Collection entries:
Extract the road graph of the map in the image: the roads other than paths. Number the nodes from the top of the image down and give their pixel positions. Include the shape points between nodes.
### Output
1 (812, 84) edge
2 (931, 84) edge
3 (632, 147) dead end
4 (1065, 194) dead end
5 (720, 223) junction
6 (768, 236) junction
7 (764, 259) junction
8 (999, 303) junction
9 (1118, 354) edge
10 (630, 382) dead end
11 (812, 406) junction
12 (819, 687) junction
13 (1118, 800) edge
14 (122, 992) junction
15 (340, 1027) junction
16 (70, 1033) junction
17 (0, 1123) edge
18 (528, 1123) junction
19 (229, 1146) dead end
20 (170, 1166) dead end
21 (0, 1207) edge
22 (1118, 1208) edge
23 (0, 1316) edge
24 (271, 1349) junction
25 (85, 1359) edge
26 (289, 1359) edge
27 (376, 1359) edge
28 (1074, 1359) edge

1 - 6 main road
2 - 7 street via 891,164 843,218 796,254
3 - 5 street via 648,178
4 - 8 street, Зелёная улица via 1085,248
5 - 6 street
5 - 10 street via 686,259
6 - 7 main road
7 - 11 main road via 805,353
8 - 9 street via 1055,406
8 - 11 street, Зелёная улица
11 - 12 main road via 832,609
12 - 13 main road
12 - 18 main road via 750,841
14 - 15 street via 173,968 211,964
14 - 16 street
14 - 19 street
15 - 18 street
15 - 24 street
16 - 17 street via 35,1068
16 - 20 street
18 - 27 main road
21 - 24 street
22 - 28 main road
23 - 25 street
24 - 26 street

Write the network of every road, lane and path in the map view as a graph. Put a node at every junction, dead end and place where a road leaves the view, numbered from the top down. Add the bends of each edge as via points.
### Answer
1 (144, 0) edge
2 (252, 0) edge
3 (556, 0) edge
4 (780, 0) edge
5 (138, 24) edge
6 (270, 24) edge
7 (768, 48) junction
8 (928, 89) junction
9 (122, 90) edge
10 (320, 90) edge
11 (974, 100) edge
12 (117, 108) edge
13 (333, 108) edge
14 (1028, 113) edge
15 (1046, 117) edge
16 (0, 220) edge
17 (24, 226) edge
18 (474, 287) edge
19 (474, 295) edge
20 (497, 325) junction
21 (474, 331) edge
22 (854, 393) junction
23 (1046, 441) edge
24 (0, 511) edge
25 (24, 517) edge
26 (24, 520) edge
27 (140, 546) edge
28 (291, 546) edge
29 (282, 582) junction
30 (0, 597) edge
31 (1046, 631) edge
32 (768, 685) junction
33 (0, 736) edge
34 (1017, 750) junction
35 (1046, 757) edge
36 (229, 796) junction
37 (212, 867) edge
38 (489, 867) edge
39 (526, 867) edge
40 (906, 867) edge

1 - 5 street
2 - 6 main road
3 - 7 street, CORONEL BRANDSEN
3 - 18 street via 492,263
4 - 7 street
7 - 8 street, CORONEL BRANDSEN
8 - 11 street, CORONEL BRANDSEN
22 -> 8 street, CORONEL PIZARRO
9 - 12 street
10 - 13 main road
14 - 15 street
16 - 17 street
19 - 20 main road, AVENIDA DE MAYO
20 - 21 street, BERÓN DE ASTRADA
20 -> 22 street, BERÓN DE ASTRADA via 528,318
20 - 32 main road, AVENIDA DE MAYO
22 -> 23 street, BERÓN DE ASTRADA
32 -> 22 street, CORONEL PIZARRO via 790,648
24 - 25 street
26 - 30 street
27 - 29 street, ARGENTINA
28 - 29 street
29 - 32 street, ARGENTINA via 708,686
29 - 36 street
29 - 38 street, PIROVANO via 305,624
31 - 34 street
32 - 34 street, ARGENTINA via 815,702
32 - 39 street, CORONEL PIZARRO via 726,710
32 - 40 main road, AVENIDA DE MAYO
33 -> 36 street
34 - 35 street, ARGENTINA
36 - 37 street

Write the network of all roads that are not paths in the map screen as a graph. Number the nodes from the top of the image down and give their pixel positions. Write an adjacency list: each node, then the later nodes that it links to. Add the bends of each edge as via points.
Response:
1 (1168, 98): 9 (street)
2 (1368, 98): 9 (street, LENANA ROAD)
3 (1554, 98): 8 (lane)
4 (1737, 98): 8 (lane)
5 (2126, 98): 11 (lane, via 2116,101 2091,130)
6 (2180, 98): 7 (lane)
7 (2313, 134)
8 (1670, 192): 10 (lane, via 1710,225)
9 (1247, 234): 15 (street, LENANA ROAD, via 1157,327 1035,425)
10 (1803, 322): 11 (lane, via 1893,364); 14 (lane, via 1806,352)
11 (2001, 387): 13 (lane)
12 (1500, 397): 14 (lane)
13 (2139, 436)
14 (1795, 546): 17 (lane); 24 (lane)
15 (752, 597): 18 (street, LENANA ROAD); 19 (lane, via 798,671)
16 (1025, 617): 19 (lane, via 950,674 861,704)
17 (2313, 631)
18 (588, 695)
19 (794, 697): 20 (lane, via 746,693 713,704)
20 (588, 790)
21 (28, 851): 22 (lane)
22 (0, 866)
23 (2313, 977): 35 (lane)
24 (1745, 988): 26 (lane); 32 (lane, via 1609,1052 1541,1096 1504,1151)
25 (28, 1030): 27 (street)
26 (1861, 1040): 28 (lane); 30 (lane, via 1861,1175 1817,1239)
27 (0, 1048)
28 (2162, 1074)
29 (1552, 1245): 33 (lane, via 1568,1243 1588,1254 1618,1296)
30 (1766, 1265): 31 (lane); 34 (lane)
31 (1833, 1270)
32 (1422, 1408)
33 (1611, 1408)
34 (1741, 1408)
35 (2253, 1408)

Exercise details:
What you write must match the records above exactly, line for line.

Answer to this problem:
Extract the road graph of the map in the image: the roads other than paths. Number the nodes from the top of the image down and give their pixel positions. Include the shape points between nodes.
### Output
1 (812, 84) edge
2 (931, 84) edge
3 (632, 147) dead end
4 (1065, 194) dead end
5 (720, 223) junction
6 (768, 236) junction
7 (764, 259) junction
8 (999, 303) junction
9 (1118, 354) edge
10 (630, 382) dead end
11 (812, 406) junction
12 (819, 687) junction
13 (1118, 800) edge
14 (122, 992) junction
15 (340, 1027) junction
16 (70, 1033) junction
17 (0, 1123) edge
18 (528, 1123) junction
19 (229, 1146) dead end
20 (170, 1166) dead end
21 (0, 1207) edge
22 (1118, 1208) edge
23 (0, 1316) edge
24 (271, 1349) junction
25 (85, 1359) edge
26 (289, 1359) edge
27 (376, 1359) edge
28 (1074, 1359) edge

1 - 6 main road
2 - 7 street via 891,164 843,218 796,254
3 - 5 street via 648,178
4 - 8 street, Зелёная улица via 1085,248
5 - 6 street
5 - 10 street via 686,259
6 - 7 main road
7 - 11 main road via 805,353
8 - 9 street via 1055,406
8 - 11 street, Зелёная улица
11 - 12 main road via 832,609
12 - 13 main road
12 - 18 main road via 750,841
14 - 15 street via 173,968 211,964
14 - 16 street
14 - 19 street
15 - 18 street
15 - 24 street
16 - 17 street via 35,1068
16 - 20 street
18 - 27 main road
21 - 24 street
22 - 28 main road
23 - 25 street
24 - 26 street

Write the network of every road, lane and path in the map view as a graph. Put a node at every junction, dead end and place where a road leaves the view, numbered from the top down. Add the bends of each edge as via points.
### Answer
1 (144, 0) edge
2 (252, 0) edge
3 (556, 0) edge
4 (780, 0) edge
5 (138, 24) edge
6 (270, 24) edge
7 (768, 48) junction
8 (928, 89) junction
9 (122, 90) edge
10 (320, 90) edge
11 (974, 100) edge
12 (117, 108) edge
13 (333, 108) edge
14 (1028, 113) edge
15 (1046, 117) edge
16 (0, 220) edge
17 (24, 226) edge
18 (474, 287) edge
19 (474, 295) edge
20 (497, 325) junction
21 (474, 331) edge
22 (854, 393) junction
23 (1046, 441) edge
24 (0, 511) edge
25 (24, 517) edge
26 (24, 520) edge
27 (140, 546) edge
28 (291, 546) edge
29 (282, 582) junction
30 (0, 597) edge
31 (1046, 631) edge
32 (768, 685) junction
33 (0, 736) edge
34 (1017, 750) junction
35 (1046, 757) edge
36 (229, 796) junction
37 (212, 867) edge
38 (489, 867) edge
39 (526, 867) edge
40 (906, 867) edge

1 - 5 street
2 - 6 main road
3 - 7 street, CORONEL BRANDSEN
3 - 18 street via 492,263
4 - 7 street
7 - 8 street, CORONEL BRANDSEN
8 - 11 street, CORONEL BRANDSEN
22 -> 8 street, CORONEL PIZARRO
9 - 12 street
10 - 13 main road
14 - 15 street
16 - 17 street
19 - 20 main road, AVENIDA DE MAYO
20 - 21 street, BERÓN DE ASTRADA
20 -> 22 street, BERÓN DE ASTRADA via 528,318
20 - 32 main road, AVENIDA DE MAYO
22 -> 23 street, BERÓN DE ASTRADA
32 -> 22 street, CORONEL PIZARRO via 790,648
24 - 25 street
26 - 30 street
27 - 29 street, ARGENTINA
28 - 29 street
29 - 32 street, ARGENTINA via 708,686
29 - 36 street
29 - 38 street, PIROVANO via 305,624
31 - 34 street
32 - 34 street, ARGENTINA via 815,702
32 - 39 street, CORONEL PIZARRO via 726,710
32 - 40 main road, AVENIDA DE MAYO
33 -> 36 street
34 - 35 street, ARGENTINA
36 - 37 street

Write the network of all roads that are not paths in the map screen as a graph. Number the nodes from the top of the image down and give their pixel positions. Write an adjacency list: each node, then the later nodes that it links to. Add the bends of each edge as via points.
Response:
1 (1168, 98): 9 (street)
2 (1368, 98): 9 (street, LENANA ROAD)
3 (1554, 98): 8 (lane)
4 (1737, 98): 8 (lane)
5 (2126, 98): 11 (lane, via 2116,101 2091,130)
6 (2180, 98): 7 (lane)
7 (2313, 134)
8 (1670, 192): 10 (lane, via 1710,225)
9 (1247, 234): 15 (street, LENANA ROAD, via 1157,327 1035,425)
10 (1803, 322): 11 (lane, via 1893,364); 14 (lane, via 1806,352)
11 (2001, 387): 13 (lane)
12 (1500, 397): 14 (lane)
13 (2139, 436)
14 (1795, 546): 17 (lane); 24 (lane)
15 (752, 597): 18 (street, LENANA ROAD); 19 (lane, via 798,671)
16 (1025, 617): 19 (lane, via 950,674 861,704)
17 (2313, 631)
18 (588, 695)
19 (794, 697): 20 (lane, via 746,693 713,704)
20 (588, 790)
21 (28, 851): 22 (lane)
22 (0, 866)
23 (2313, 977): 35 (lane)
24 (1745, 988): 26 (lane); 32 (lane, via 1609,1052 1541,1096 1504,1151)
25 (28, 1030): 27 (street)
26 (1861, 1040): 28 (lane); 30 (lane, via 1861,1175 1817,1239)
27 (0, 1048)
28 (2162, 1074)
29 (1552, 1245): 33 (lane, via 1568,1243 1588,1254 1618,1296)
30 (1766, 1265): 31 (lane); 34 (lane)
31 (1833, 1270)
32 (1422, 1408)
33 (1611, 1408)
34 (1741, 1408)
35 (2253, 1408)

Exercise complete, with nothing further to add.